Self-Attention output shape: torch.Size([10, 16, 64])


# Phase 2: Multi-Head Attention
Create multi-head attention by concatenating outputs from multiple self-attention heads.

In [None]:
class MultiHeadAttention(nn.Module):
    def __init__(self, embed_dim, num_heads):
        """
        Initialize the multi-head attention module.
        Args:
        - embed_dim: Total dimensionality of input embeddings.
        - num_heads: Number of attention heads.
        """
        super(MultiHeadAttention, self).__init__()

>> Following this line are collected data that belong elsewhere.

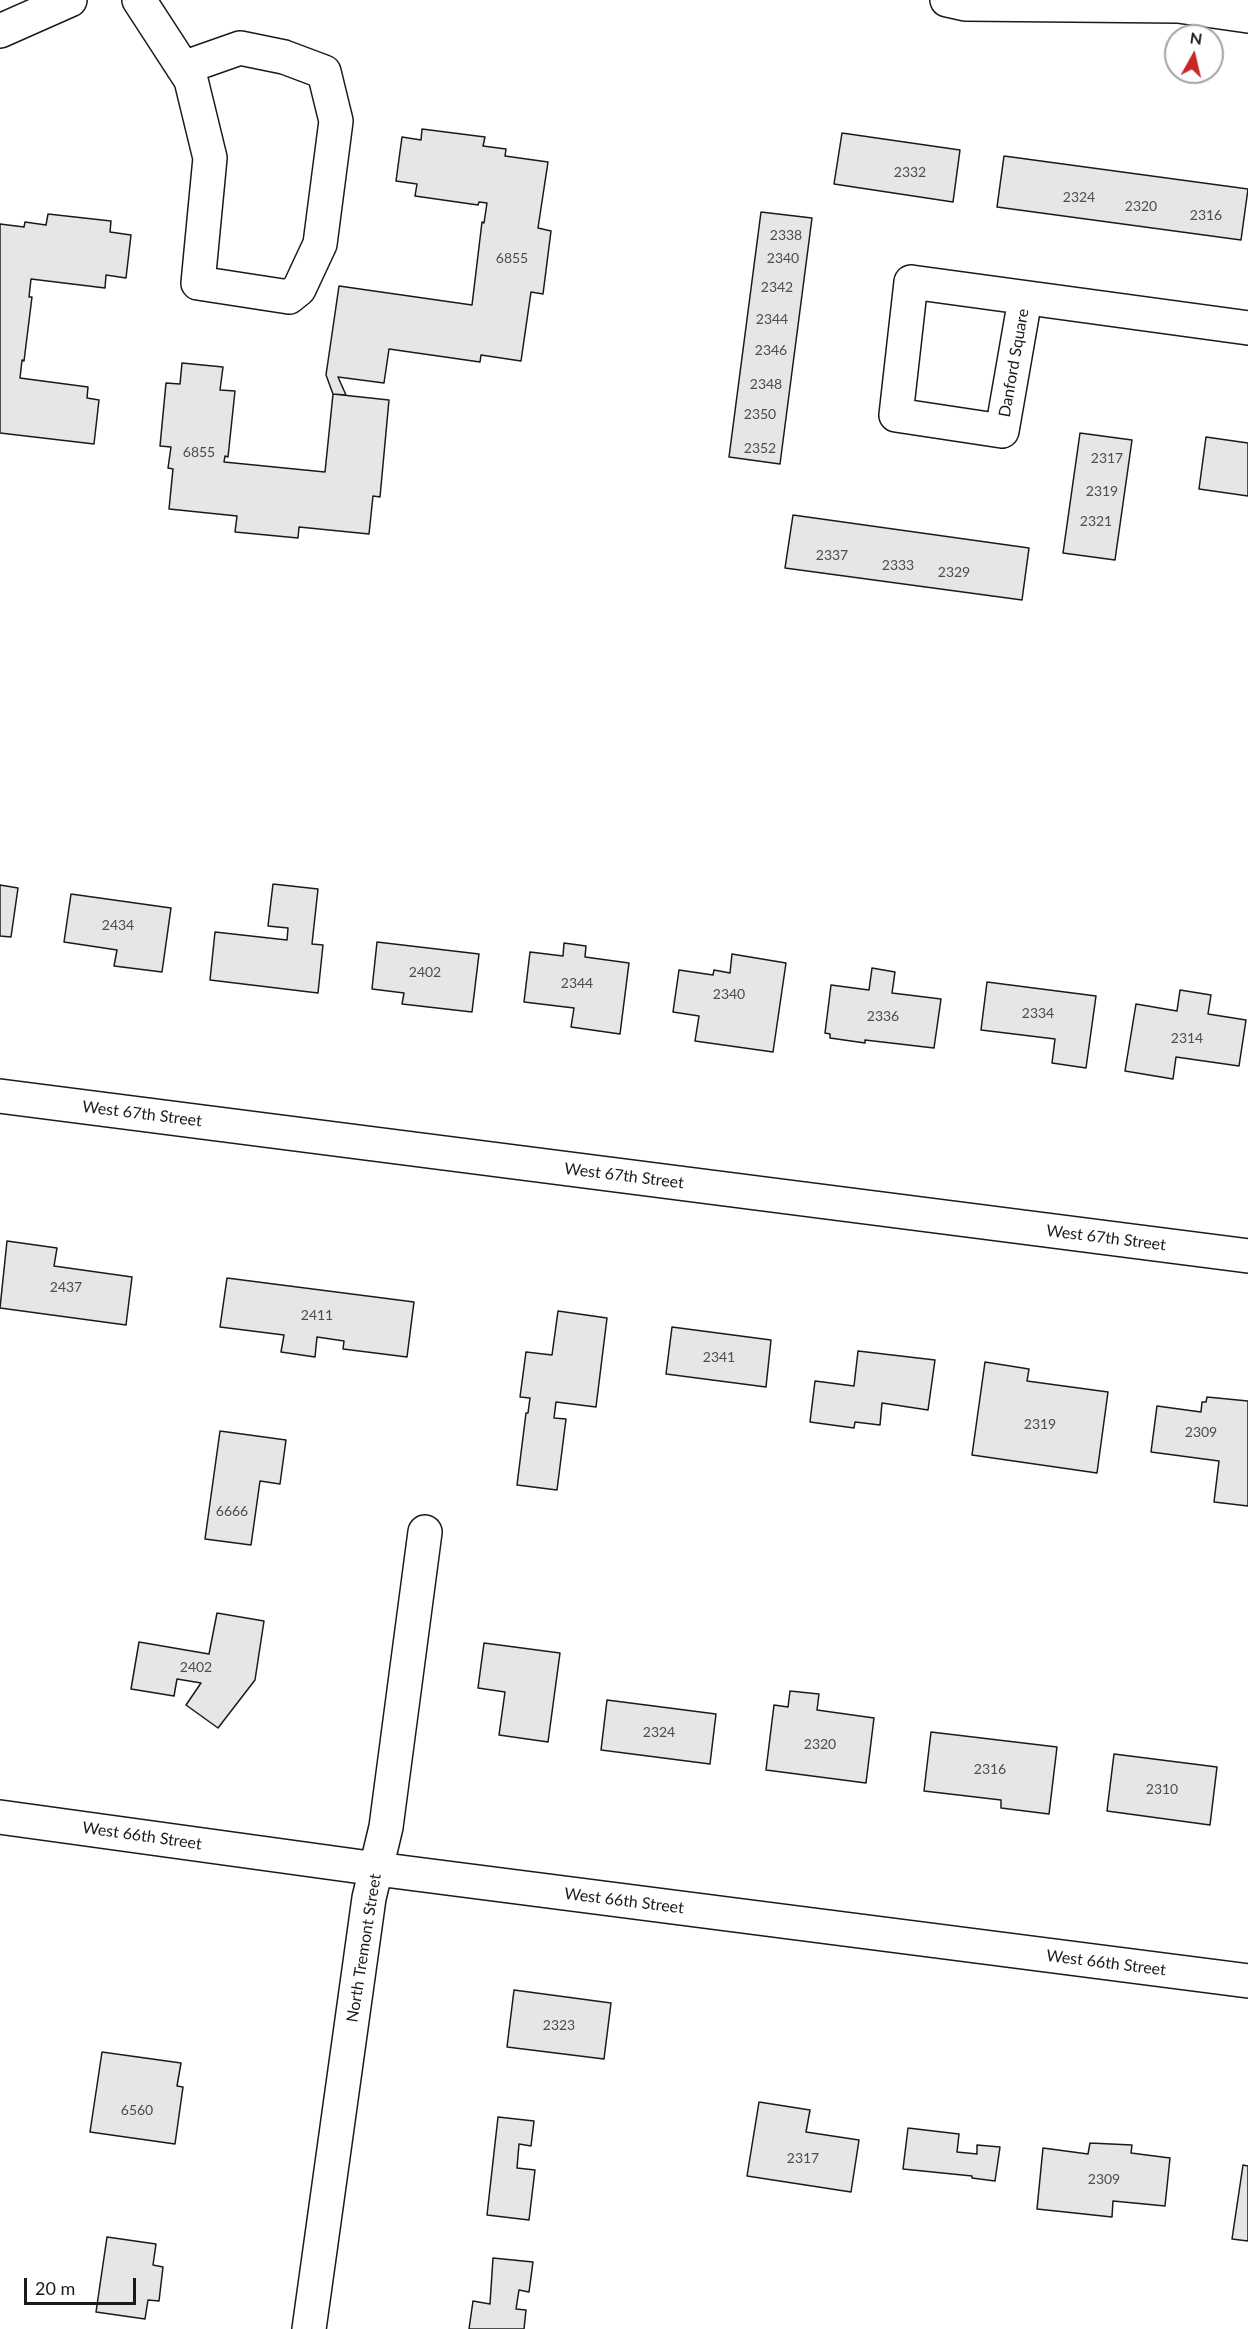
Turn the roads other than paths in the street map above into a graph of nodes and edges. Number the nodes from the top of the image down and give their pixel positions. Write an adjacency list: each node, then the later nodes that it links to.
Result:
1 (70, 0): 5 (street)
2 (139, 0): 6 (street)
3 (947, 0): 4 (street)
4 (1248, 16)
5 (0, 31)
6 (183, 68): 6 (street)
7 (1025, 299): 7 (street, Danford Square); 8 (street, Danford Square)
8 (1248, 328)
9 (0, 1096): 10 (street, West 67th Street)
10 (1248, 1256)
11 (425, 1532): 13 (street, North Tremont Street)
12 (0, 1817): 13 (street, West 66th Street)
13 (376, 1869): 14 (street, West 66th Street); 15 (street, North Tremont Street)
14 (1248, 1981)
15 (309, 2329)

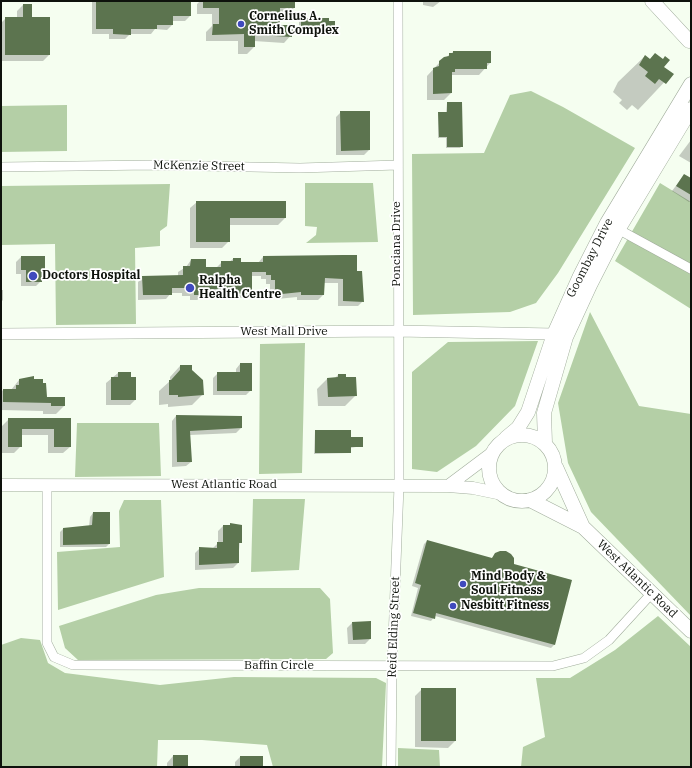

        # Number of attention heads and dimensions per head
        self.num_heads = num_heads
        self.embed_dim = embed_dim
        self.head_dim = embed_dim // num_heads  # Dimension for each head

        # Create a list of SelfAttention layers, one for each head
        self.attention_heads = nn.ModuleList([SelfAttention(self.head_dim) for _ in range(num_heads)])

        # Linear layer to transform concatenated attention outputs back to embed_dim
        self.output_linear = nn.Linear(embed_dim, embed_dim)

    def forward(self, x):
        """
        Perform multi-head attention on input x.
        Args:
        - x: Input tensor of shape (batch_size, sequence_length, embed_dim)
        Returns:
        - Output tensor after applying multi-head attention.
        """
        # Extract dimensions
        batch_size, seq_length, embed_dim = x.size()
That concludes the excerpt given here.